── Working data
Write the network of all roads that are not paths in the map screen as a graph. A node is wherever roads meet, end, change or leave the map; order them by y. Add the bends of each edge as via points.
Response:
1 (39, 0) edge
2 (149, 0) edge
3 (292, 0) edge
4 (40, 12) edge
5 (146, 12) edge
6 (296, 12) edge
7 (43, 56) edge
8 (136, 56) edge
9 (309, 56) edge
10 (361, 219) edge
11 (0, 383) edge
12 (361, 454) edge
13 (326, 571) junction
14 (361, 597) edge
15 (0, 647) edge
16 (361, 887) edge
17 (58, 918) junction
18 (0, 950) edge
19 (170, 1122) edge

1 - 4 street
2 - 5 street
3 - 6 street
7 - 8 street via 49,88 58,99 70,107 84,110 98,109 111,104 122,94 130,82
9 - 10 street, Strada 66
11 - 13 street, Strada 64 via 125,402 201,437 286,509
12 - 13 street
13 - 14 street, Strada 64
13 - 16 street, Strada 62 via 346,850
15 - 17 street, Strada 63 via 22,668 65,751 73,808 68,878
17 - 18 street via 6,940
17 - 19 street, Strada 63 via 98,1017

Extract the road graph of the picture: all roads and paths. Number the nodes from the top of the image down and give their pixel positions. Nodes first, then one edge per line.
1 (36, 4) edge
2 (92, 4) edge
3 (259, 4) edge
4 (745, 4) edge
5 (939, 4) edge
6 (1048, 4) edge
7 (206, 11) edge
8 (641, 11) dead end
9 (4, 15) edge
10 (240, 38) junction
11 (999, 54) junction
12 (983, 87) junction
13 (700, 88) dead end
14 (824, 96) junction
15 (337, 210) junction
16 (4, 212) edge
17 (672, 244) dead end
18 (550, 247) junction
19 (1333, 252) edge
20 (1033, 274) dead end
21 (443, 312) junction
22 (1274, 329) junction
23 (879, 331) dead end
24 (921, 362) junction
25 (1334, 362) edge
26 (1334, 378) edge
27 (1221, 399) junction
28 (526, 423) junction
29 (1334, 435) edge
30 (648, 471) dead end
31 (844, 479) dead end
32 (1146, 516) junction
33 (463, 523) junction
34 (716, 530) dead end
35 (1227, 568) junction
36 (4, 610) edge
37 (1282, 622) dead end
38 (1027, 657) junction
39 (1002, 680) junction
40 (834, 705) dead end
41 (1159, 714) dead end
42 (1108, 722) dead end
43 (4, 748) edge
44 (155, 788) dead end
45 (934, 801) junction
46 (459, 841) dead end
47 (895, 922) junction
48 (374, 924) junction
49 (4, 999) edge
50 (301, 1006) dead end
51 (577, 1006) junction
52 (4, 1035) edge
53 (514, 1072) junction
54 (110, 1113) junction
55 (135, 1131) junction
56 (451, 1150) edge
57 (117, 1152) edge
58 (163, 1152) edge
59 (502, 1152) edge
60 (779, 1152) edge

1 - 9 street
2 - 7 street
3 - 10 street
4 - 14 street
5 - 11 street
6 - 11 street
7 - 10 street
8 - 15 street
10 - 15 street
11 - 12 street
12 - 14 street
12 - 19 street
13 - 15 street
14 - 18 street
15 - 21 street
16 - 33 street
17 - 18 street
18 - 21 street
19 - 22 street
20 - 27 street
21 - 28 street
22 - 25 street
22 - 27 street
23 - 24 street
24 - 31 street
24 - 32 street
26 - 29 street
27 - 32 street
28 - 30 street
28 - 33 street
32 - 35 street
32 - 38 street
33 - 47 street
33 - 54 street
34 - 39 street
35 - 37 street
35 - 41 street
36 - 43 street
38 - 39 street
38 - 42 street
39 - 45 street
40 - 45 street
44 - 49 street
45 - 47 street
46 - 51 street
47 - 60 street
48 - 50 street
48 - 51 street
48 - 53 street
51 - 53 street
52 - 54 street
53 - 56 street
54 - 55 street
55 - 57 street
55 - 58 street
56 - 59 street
────
What is wanted is an exact copy of the data.

Write the network of all roads that are not paths in the map screen as a graph. A node is wherever roads meet, end, change or leave the map; order them by y. Add the bends of each edge as via points.
Response:
1 (39, 0) edge
2 (149, 0) edge
3 (292, 0) edge
4 (40, 12) edge
5 (146, 12) edge
6 (296, 12) edge
7 (43, 56) edge
8 (136, 56) edge
9 (309, 56) edge
10 (361, 219) edge
11 (0, 383) edge
12 (361, 454) edge
13 (326, 571) junction
14 (361, 597) edge
15 (0, 647) edge
16 (361, 887) edge
17 (58, 918) junction
18 (0, 950) edge
19 (170, 1122) edge

1 - 4 street
2 - 5 street
3 - 6 street
7 - 8 street via 49,88 58,99 70,107 84,110 98,109 111,104 122,94 130,82
9 - 10 street, Strada 66
11 - 13 street, Strada 64 via 125,402 201,437 286,509
12 - 13 street
13 - 14 street, Strada 64
13 - 16 street, Strada 62 via 346,850
15 - 17 street, Strada 63 via 22,668 65,751 73,808 68,878
17 - 18 street via 6,940
17 - 19 street, Strada 63 via 98,1017

Extract the road graph of the picture: all roads and paths. Number the nodes from the top of the image down and give their pixel positions. Nodes first, then one edge per line.
1 (36, 4) edge
2 (92, 4) edge
3 (259, 4) edge
4 (745, 4) edge
5 (939, 4) edge
6 (1048, 4) edge
7 (206, 11) edge
8 (641, 11) dead end
9 (4, 15) edge
10 (240, 38) junction
11 (999, 54) junction
12 (983, 87) junction
13 (700, 88) dead end
14 (824, 96) junction
15 (337, 210) junction
16 (4, 212) edge
17 (672, 244) dead end
18 (550, 247) junction
19 (1333, 252) edge
20 (1033, 274) dead end
21 (443, 312) junction
22 (1274, 329) junction
23 (879, 331) dead end
24 (921, 362) junction
25 (1334, 362) edge
26 (1334, 378) edge
27 (1221, 399) junction
28 (526, 423) junction
29 (1334, 435) edge
30 (648, 471) dead end
31 (844, 479) dead end
32 (1146, 516) junction
33 (463, 523) junction
34 (716, 530) dead end
35 (1227, 568) junction
36 (4, 610) edge
37 (1282, 622) dead end
38 (1027, 657) junction
39 (1002, 680) junction
40 (834, 705) dead end
41 (1159, 714) dead end
42 (1108, 722) dead end
43 (4, 748) edge
44 (155, 788) dead end
45 (934, 801) junction
46 (459, 841) dead end
47 (895, 922) junction
48 (374, 924) junction
49 (4, 999) edge
50 (301, 1006) dead end
51 (577, 1006) junction
52 (4, 1035) edge
53 (514, 1072) junction
54 (110, 1113) junction
55 (135, 1131) junction
56 (451, 1150) edge
57 (117, 1152) edge
58 (163, 1152) edge
59 (502, 1152) edge
60 (779, 1152) edge

1 - 9 street
2 - 7 street
3 - 10 street
4 - 14 street
5 - 11 street
6 - 11 street
7 - 10 street
8 - 15 street
10 - 15 street
11 - 12 street
12 - 14 street
12 - 19 street
13 - 15 street
14 - 18 street
15 - 21 street
16 - 33 street
17 - 18 street
18 - 21 street
19 - 22 street
20 - 27 street
21 - 28 street
22 - 25 street
22 - 27 street
23 - 24 street
24 - 31 street
24 - 32 street
26 - 29 street
27 - 32 street
28 - 30 street
28 - 33 street
32 - 35 street
32 - 38 street
33 - 47 street
33 - 54 street
34 - 39 street
35 - 37 street
35 - 41 street
36 - 43 street
38 - 39 street
38 - 42 street
39 - 45 street
40 - 45 street
44 - 49 street
45 - 47 street
46 - 51 street
47 - 60 street
48 - 50 street
48 - 51 street
48 - 53 street
51 - 53 street
52 - 54 street
53 - 56 street
54 - 55 street
55 - 57 street
55 - 58 street
56 - 59 street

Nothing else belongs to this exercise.